ADCC Turun Ke Jakarta, Atlet Muda Indonesia Akhirnya Punya Jalur Ke Panggung Dunia

Kehadiran ADCC Indonesia Open Jakarta 2026 di Gedung Serbaguna GBK Senayan pada Minggu, 27 September 2026, langsung menempatkan ibu kota dalam peta penting submission grappling dunia. Ajang ini menjadi kali pertama panggung internasional bergengsi ADCC digelar di Jakarta, dengan format No-Gi dan regulasi resmi Abu Dhabi Combat Club atau ADCC.

Yang membuat gelaran ini menonjol bukan hanya statusnya sebagai debut di Indonesia. Kompetisi tersebut juga membuka kategori peserta mulai dari usia tujuh tahun, sehingga memberi ruang bagi atlet muda untuk masuk ke arena tanding yang lebih kompetitif sejak dini.

Bagi komunitas grappling nasional, momentum ini datang pada waktu yang dinilai tepat. Pertumbuhan submission grappling di Indonesia sedang bergerak cepat, dengan Jakarta, Bandung, Surabaya, hingga Bali berkembang menjadi pusat latihan yang makin diperhitungkan.
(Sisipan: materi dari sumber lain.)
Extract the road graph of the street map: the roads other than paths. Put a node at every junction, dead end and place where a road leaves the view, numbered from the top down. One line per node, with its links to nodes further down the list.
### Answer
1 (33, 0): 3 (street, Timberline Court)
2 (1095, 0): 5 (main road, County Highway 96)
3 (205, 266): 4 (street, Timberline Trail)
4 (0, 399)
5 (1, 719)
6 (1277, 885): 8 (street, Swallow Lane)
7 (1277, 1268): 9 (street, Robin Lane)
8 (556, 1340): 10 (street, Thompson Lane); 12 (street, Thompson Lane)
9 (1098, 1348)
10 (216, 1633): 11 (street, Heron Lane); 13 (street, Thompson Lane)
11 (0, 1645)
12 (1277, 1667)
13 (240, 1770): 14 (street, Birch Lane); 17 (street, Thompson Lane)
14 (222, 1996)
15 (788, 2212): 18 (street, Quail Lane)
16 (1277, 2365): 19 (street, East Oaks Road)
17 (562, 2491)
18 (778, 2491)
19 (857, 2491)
Fara, selaku penyelenggara ADCC Indonesia Open Jakarta 2026, menilai kehadiran ajang ini sudah lama ditunggu para praktisi bela diri di Tanah Air. Selama ini, banyak atlet muda Indonesia hanya bisa melihat panggung ADCC dari jauh karena kesempatan tampil di level tersebut masih terbatas.
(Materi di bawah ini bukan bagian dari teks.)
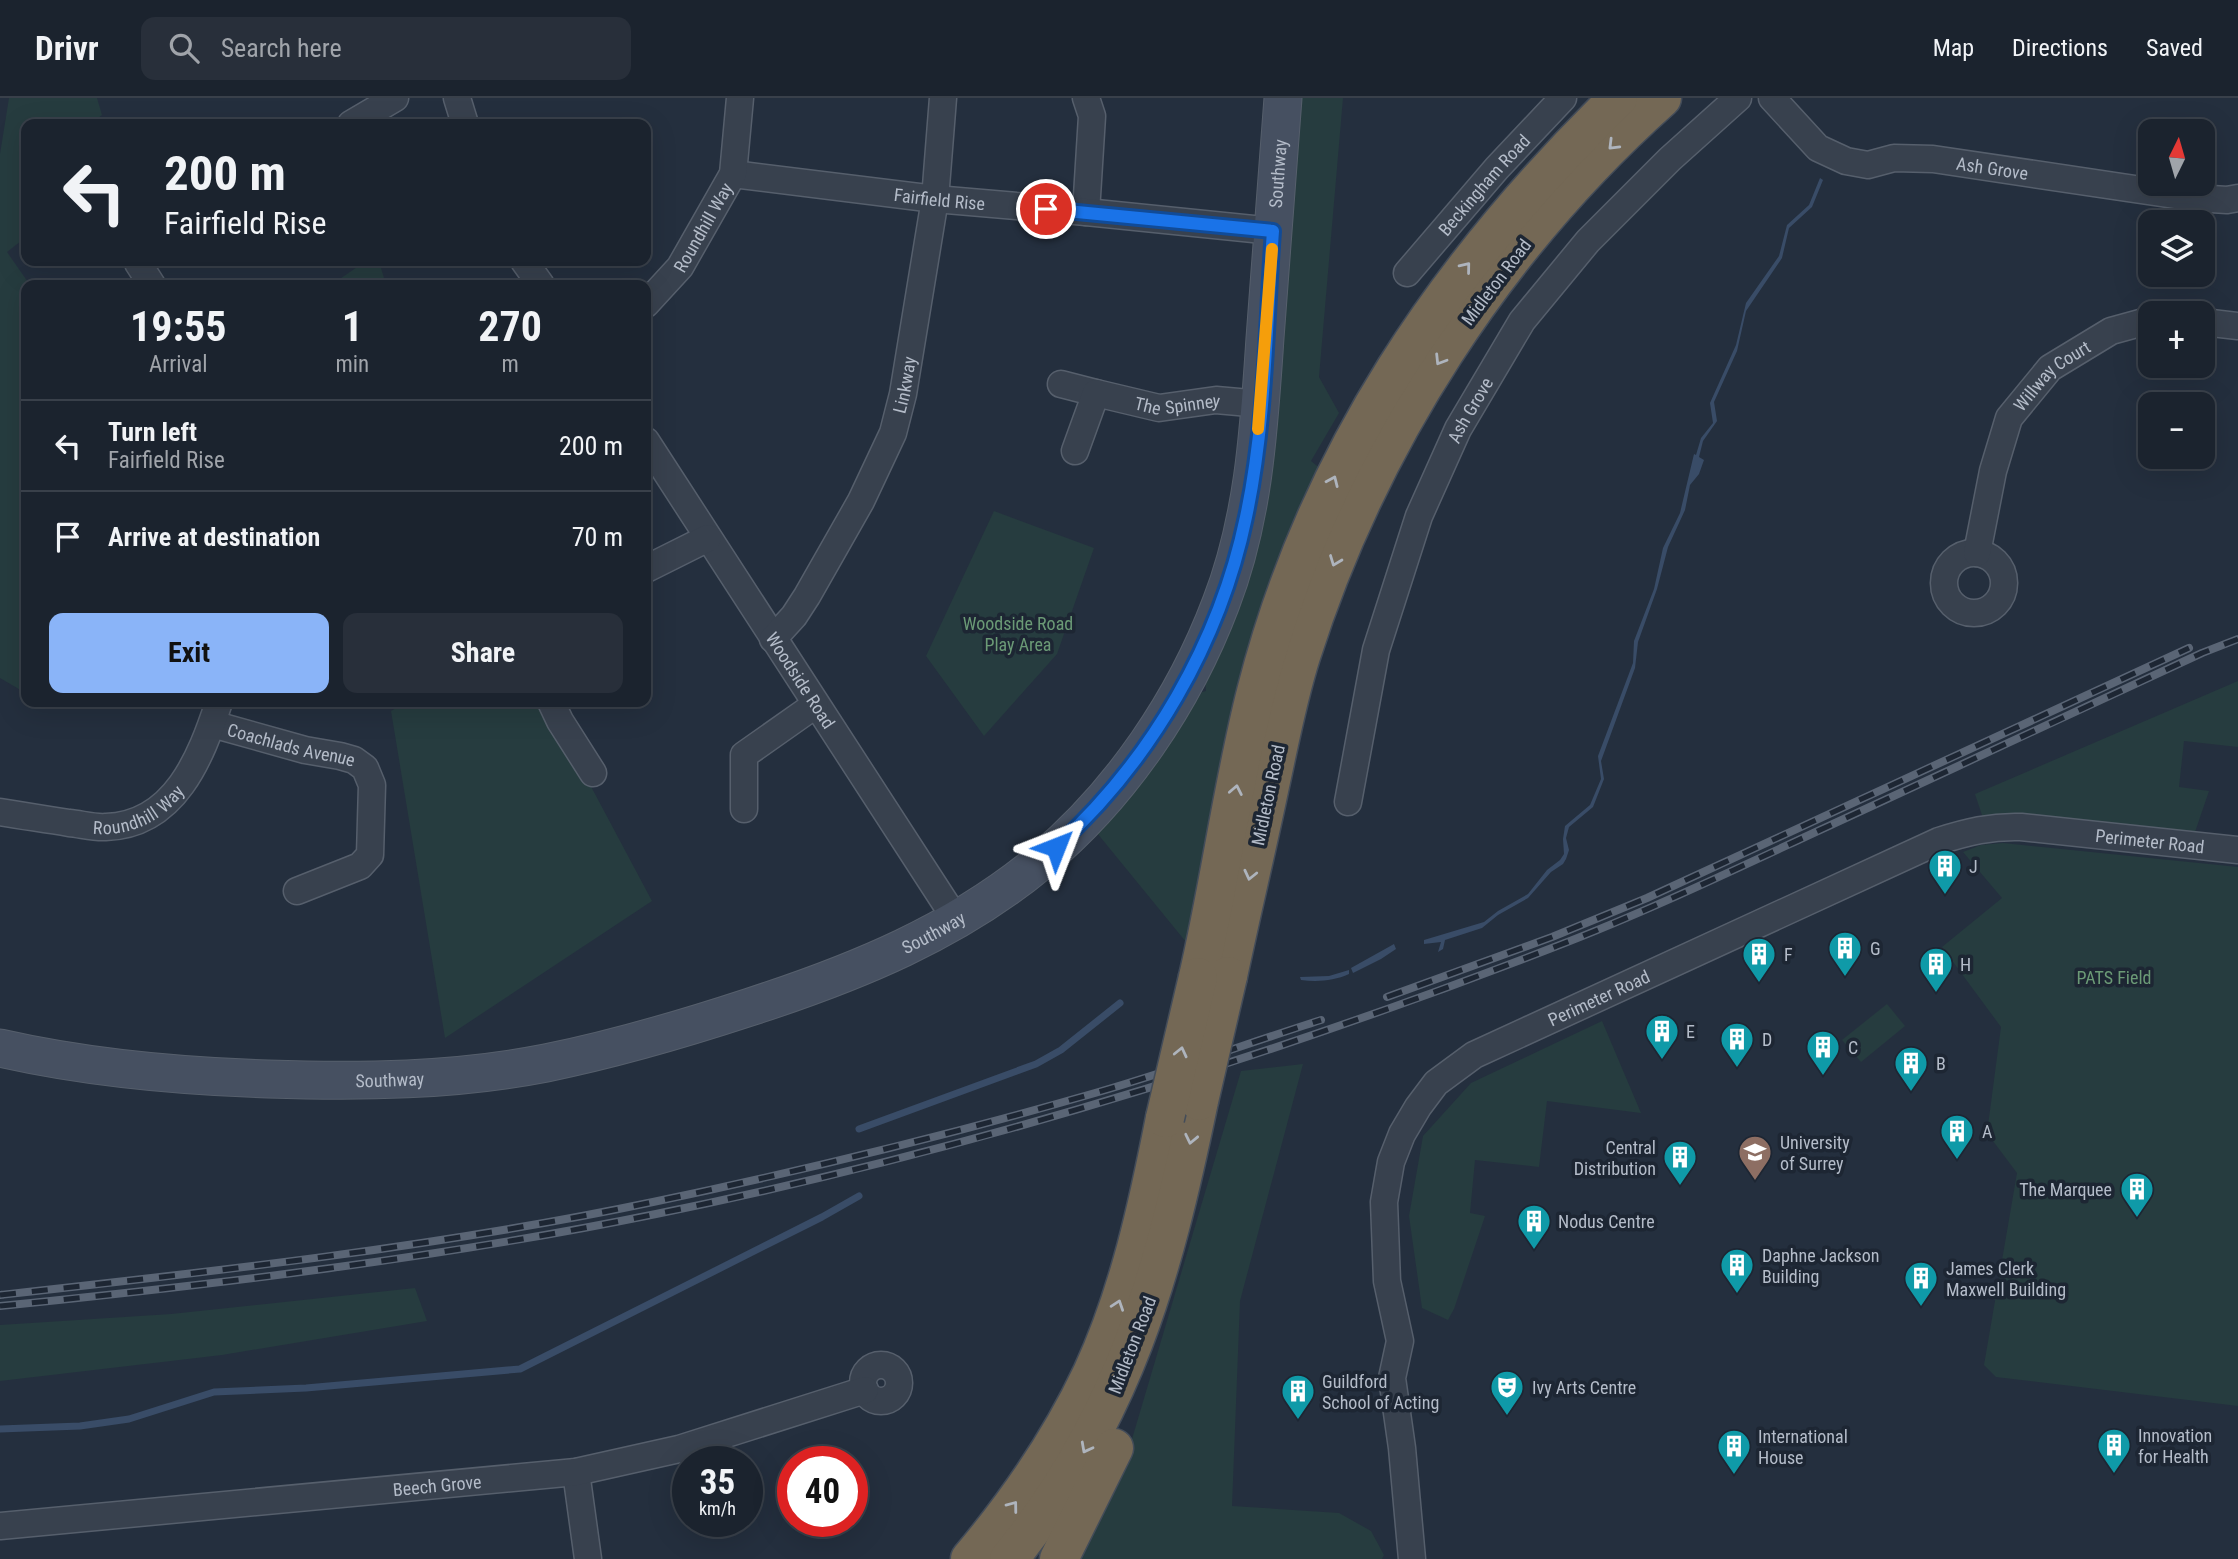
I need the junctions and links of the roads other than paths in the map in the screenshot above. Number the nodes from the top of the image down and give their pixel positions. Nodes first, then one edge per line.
1 (395, 98) edge
2 (457, 98) edge
3 (740, 98) edge
4 (943, 98) edge
5 (1086, 98) edge
6 (1283, 98) edge
7 (1563, 98) edge
8 (1618, 98) edge
9 (1662, 98) edge
10 (1738, 98) edge
11 (1772, 98) edge
12 (359, 119) edge
13 (463, 119) edge
14 (733, 174) junction
15 (2238, 198) edge
16 (935, 200) junction
17 (1086, 212) junction
18 (1273, 231) junction
19 (1407, 273) dead end
20 (651, 299) edge
21 (2215, 323) edge
22 (2138, 324) edge
23 (2238, 326) edge
24 (1061, 384) dead end
25 (1096, 393) junction
26 (1261, 404) junction
27 (651, 449) edge
28 (1075, 451) dead end
29 (708, 538) junction
30 (1977, 553) dead end
31 (651, 566) edge
32 (773, 639) junction
33 (816, 705) junction
34 (553, 707) edge
35 (215, 713) edge
36 (593, 773) dead end
37 (1348, 802) dead end
38 (744, 809) dead end
39 (0, 812) edge
40 (2238, 850) edge
41 (298, 891) dead end
42 (957, 920) junction
43 (1213, 977) junction
44 (0, 1048) edge
45 (1182, 1177) junction
46 (865, 1390) dead end
47 (576, 1472) junction
48 (0, 1525) edge
49 (588, 1559) edge
50 (970, 1559) edge
51 (1009, 1559) edge
52 (1059, 1559) edge
53 (1412, 1559) edge

1 - 12 street
2 - 13 street
3 - 14 street, Roundhill Way
4 - 16 street, Linkway
5 - 17 street
6 - 18 street, Southway
7 - 19 street, Beckingham Road
43 -> 8 highway, Midleton Road
9 -> 43 highway, Midleton Road
10 - 37 street, Ash Grove
11 - 15 street, Ash Grove
14 - 16 street, Fairfield Rise
14 - 20 street, Roundhill Way
16 - 17 street, Fairfield Rise
16 - 32 street, Linkway
17 - 18 street, Fairfield Rise
18 - 26 street, Southway
21 - 23 street
22 - 30 street, Willway Court
24 - 25 street, The Spinney
25 - 26 street, The Spinney
25 - 28 street
26 - 42 street, Southway
27 - 29 street, Woodside Road
29 - 31 street
29 - 32 street, Woodside Road
32 - 33 street, Woodside Road
33 - 38 street
33 - 42 street, Woodside Road
34 - 36 street
35 - 39 street, Roundhill Way
35 - 41 street, Coachlads Avenue
40 - 53 street, Perimeter Road
42 - 44 street, Southway
43 -> 45 highway, Midleton Road, bridge
50 -> 43 highway, Midleton Road, bridge
45 -> 51 highway, Midleton Road
45 - 52 highway
46 - 47 street, Beech Grove
47 - 48 street, Beech Grove
47 - 49 street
Penyelenggaraan di Jakarta mengubah situasi itu secara nyata. Atlet lokal kini berpeluang merasakan atmosfer kompetisi elite tanpa harus pergi ke luar negeri, yang selama ini menjadi hambatan utama bagi banyak penggiat grappling di Indonesia.

Pemilihan Senayan juga membawa makna tersendiri. Fara menegaskan kawasan itu merupakan rumah bagi olahraga terbesar di Indonesia, sehingga submission grappling dinilai pantas mendapat tempat dengan tingkat prestise yang sama.

Dampak untuk atlet dan pelatih lokal

Di sisi praktis, kehadiran turnamen ini dipandang sebagai jalan pintas menuju kompetisi elite bagi atlet Indonesia. Peluang itu tidak hanya penting untuk mereka yang ingin bertanding, tetapi juga untuk para pelatih yang selama ini membangun ekosistem grappling dari level dasar.

Verontino FG, atlet sekaligus pelatih grappling Indonesia, menyambut positif penunjukan Jakarta sebagai tuan rumah. Ia menilai ajang ini membuka akses yang lebih dekat bagi atlet tanah air untuk merasakan persaingan kelas atas tanpa harus berangkat ke luar negeri.

Verontino juga melihat potensi lebih jauh dari penyelenggaraan ini. Menurutnya, ADCC di Jakarta bisa membuka mata lebih banyak pihak terhadap kualitas dan peluang besar atlet muda Indonesia di level internasional.

Jakarta dan posisi barunya di peta olahraga bela diri

Masuknya Indonesia ke kalender internasional grappling ikut memperkuat posisi Jakarta sebagai tuan rumah olahraga bela diri yang berkembang cepat di Asia. Status itu membuat ibu kota semakin relevan sebagai lokasi penyelenggaraan ajang dengan standar global.

Bagi komunitas submission grappling di Indonesia, ADCC di Senayan bukan sekadar turnamen satu hari. Gelaran ini menjadi penanda bahwa cabang tersebut sedang bergerak ke fase pertumbuhan yang lebih matang dan mendapat perhatian yang semakin luas.